0

I have one table with a static list of "template" strings, and another sheet that updates daily with new "populated" strings. I want to be able to identify which "template" each string is based on by finding the string with the lowest distance, and then displaying the distance between the template and the new string as a percentile.

Is it possible to do a Levenshtein distance in Excel without having to resort to Macros?

I found this function for calculating the distance, but I'm a novice with this kind of code, and I'm not sure how to include the step for locating the closest match before displaying the distance. It also seems like this might not work for long strings (200+ characters) like I'm dealing with.
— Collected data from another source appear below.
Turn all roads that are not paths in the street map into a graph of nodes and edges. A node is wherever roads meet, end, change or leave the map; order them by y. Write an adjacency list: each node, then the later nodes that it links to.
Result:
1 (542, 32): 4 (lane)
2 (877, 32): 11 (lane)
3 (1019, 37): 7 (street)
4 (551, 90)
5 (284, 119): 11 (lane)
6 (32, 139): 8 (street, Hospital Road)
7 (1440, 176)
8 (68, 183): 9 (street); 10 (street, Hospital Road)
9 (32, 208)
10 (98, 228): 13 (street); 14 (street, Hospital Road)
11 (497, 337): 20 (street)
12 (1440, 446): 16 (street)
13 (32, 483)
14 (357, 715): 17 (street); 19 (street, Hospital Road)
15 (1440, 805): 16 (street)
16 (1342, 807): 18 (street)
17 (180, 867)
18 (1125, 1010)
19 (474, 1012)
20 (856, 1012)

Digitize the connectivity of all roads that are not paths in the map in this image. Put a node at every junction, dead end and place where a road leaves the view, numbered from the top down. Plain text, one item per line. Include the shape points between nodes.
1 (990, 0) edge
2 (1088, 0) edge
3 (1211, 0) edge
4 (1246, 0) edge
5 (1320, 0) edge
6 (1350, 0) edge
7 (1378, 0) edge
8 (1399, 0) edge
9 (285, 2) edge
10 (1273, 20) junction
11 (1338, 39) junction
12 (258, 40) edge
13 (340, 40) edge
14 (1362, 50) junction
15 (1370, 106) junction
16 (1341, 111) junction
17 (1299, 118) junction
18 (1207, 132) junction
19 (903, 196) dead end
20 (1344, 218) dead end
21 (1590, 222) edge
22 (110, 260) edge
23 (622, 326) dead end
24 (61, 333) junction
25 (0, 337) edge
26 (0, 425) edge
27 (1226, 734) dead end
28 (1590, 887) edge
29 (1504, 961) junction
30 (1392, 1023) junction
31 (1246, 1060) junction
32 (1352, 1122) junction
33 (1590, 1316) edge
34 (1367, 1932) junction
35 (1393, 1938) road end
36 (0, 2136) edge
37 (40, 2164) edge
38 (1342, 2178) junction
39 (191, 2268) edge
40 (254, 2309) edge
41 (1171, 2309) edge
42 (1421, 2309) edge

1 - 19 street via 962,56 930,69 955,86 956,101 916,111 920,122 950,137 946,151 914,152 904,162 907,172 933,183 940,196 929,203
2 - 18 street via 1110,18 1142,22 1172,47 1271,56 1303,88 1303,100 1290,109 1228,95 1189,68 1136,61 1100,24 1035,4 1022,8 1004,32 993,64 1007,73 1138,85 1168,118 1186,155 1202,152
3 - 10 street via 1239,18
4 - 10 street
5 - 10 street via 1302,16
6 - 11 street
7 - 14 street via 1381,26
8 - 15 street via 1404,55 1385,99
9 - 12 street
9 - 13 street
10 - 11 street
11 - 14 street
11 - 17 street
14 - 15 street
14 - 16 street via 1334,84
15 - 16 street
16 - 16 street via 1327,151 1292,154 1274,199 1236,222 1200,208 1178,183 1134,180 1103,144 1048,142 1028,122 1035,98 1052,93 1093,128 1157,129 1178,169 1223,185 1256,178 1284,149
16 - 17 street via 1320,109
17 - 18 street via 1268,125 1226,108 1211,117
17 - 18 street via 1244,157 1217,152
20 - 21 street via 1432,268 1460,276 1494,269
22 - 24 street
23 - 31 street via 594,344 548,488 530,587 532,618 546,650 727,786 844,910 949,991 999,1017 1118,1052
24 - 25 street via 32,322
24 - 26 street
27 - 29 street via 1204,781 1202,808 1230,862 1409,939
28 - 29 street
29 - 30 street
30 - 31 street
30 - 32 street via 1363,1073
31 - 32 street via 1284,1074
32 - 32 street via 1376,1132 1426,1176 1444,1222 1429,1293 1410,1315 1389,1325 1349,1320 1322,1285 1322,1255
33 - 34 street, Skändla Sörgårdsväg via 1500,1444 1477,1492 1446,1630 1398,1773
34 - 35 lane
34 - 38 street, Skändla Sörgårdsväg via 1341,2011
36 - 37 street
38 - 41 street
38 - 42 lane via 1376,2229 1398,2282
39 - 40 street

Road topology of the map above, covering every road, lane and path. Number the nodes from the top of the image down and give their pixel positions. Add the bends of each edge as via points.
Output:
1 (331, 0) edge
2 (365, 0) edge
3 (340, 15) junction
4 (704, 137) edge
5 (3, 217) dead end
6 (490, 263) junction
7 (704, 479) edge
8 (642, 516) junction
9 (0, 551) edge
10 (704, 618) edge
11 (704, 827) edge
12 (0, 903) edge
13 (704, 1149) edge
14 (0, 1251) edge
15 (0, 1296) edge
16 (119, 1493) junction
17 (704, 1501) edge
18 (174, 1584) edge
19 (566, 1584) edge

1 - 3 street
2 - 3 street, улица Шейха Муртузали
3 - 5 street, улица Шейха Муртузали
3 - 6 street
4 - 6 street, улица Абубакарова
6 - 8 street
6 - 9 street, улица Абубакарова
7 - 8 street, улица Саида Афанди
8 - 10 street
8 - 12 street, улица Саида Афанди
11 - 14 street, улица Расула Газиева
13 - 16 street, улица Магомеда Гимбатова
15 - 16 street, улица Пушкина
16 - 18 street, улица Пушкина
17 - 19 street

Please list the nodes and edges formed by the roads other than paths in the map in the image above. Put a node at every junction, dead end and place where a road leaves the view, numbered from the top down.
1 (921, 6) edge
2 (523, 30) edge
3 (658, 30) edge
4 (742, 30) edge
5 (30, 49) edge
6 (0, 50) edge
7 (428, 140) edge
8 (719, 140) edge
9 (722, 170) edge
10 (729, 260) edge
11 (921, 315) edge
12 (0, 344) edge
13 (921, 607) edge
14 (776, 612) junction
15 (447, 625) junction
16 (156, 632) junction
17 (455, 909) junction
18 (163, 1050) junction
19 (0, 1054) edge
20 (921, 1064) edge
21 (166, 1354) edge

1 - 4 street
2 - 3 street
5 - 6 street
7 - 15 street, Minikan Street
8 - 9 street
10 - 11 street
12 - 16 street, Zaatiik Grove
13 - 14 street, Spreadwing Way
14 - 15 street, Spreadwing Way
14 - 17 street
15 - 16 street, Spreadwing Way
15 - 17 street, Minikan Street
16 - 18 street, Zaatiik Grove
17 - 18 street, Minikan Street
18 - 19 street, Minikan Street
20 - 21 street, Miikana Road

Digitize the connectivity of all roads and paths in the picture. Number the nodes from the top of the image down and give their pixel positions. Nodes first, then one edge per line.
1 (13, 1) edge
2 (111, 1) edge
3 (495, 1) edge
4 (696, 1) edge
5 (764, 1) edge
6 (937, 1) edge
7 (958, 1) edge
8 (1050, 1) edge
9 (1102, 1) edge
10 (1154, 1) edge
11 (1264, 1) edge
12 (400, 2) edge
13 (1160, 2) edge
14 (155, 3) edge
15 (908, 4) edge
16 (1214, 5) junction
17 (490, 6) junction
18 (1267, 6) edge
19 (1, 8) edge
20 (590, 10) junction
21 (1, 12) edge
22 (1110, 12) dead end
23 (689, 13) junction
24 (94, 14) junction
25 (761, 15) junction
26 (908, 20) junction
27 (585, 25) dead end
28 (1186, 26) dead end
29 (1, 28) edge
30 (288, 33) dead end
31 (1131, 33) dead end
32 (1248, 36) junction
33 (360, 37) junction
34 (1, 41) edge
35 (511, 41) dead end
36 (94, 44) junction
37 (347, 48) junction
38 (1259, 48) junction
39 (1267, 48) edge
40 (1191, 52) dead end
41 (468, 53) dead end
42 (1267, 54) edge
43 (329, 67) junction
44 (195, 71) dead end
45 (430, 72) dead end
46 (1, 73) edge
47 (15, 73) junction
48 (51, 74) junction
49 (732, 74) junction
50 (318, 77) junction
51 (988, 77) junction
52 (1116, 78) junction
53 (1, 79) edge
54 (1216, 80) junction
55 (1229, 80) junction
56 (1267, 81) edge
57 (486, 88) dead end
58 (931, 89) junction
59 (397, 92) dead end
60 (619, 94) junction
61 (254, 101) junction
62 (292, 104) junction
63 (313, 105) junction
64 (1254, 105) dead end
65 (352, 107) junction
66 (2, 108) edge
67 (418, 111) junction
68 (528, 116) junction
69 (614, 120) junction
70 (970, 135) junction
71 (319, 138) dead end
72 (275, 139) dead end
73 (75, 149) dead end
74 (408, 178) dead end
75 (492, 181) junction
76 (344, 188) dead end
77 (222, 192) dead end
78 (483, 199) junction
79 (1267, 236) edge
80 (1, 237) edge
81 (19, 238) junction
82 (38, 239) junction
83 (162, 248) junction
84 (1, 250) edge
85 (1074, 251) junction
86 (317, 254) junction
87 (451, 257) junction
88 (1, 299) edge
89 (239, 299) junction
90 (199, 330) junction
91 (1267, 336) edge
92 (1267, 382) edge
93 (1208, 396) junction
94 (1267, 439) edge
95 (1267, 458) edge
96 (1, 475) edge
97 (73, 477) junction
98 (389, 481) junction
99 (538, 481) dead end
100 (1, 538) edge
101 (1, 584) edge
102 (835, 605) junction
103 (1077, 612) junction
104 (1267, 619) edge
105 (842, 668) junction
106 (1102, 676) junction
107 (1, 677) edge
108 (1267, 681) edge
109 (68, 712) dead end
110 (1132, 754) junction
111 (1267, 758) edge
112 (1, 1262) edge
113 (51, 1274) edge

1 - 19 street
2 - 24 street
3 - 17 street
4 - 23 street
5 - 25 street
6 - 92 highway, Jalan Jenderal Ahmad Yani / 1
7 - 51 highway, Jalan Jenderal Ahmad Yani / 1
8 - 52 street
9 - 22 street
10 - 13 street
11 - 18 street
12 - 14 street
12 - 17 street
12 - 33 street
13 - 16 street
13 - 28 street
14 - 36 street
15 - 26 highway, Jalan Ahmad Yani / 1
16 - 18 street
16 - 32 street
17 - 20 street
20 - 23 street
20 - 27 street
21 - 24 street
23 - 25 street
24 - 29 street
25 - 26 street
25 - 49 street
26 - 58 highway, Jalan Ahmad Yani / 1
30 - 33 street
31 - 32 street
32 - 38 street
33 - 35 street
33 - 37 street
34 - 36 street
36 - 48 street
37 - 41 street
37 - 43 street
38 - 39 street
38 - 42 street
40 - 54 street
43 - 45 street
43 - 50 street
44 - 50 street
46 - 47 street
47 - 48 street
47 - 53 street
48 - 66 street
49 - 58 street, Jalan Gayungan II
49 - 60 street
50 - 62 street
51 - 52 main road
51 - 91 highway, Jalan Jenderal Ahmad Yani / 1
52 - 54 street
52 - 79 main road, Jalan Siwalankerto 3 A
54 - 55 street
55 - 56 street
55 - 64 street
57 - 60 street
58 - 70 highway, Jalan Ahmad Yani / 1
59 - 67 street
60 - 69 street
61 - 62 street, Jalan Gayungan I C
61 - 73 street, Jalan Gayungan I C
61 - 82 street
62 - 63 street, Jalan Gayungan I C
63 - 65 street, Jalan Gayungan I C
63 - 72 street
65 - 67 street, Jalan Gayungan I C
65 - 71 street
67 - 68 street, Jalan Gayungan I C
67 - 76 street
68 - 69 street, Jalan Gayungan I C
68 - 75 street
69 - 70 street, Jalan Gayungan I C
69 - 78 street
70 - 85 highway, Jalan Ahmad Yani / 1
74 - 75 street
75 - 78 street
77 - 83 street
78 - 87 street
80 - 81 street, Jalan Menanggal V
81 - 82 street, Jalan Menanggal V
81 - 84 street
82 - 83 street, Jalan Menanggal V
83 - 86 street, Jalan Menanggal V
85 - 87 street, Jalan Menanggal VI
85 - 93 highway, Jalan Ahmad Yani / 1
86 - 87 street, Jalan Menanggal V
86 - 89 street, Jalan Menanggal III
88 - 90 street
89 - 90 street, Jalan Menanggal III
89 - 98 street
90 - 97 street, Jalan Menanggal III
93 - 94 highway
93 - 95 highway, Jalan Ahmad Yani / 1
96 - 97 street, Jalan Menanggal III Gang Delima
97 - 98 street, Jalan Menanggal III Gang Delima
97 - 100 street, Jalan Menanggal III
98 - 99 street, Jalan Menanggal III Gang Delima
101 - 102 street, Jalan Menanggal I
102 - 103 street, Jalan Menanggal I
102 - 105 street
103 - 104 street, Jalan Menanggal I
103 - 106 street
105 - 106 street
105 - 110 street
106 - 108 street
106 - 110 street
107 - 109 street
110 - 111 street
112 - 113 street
I'm a sheets guy, not normally a code guy, and I'm up against a brick wall here in terms of my understanding of what to do next. Thank you for your help!

  • Welcome to [Stack Overflow](https://stackoverflow.com/tour). Your post does not ask a question. See [How do I ask a good question?](https://stackoverflow.com/help/how-to-ask) – doubleunary Nov 14 '22 at 15:22

1 Answers1

0

It is possible to calculate the Levenshtein distance between two text strings using a named function such as ztiaa's LEVDIST.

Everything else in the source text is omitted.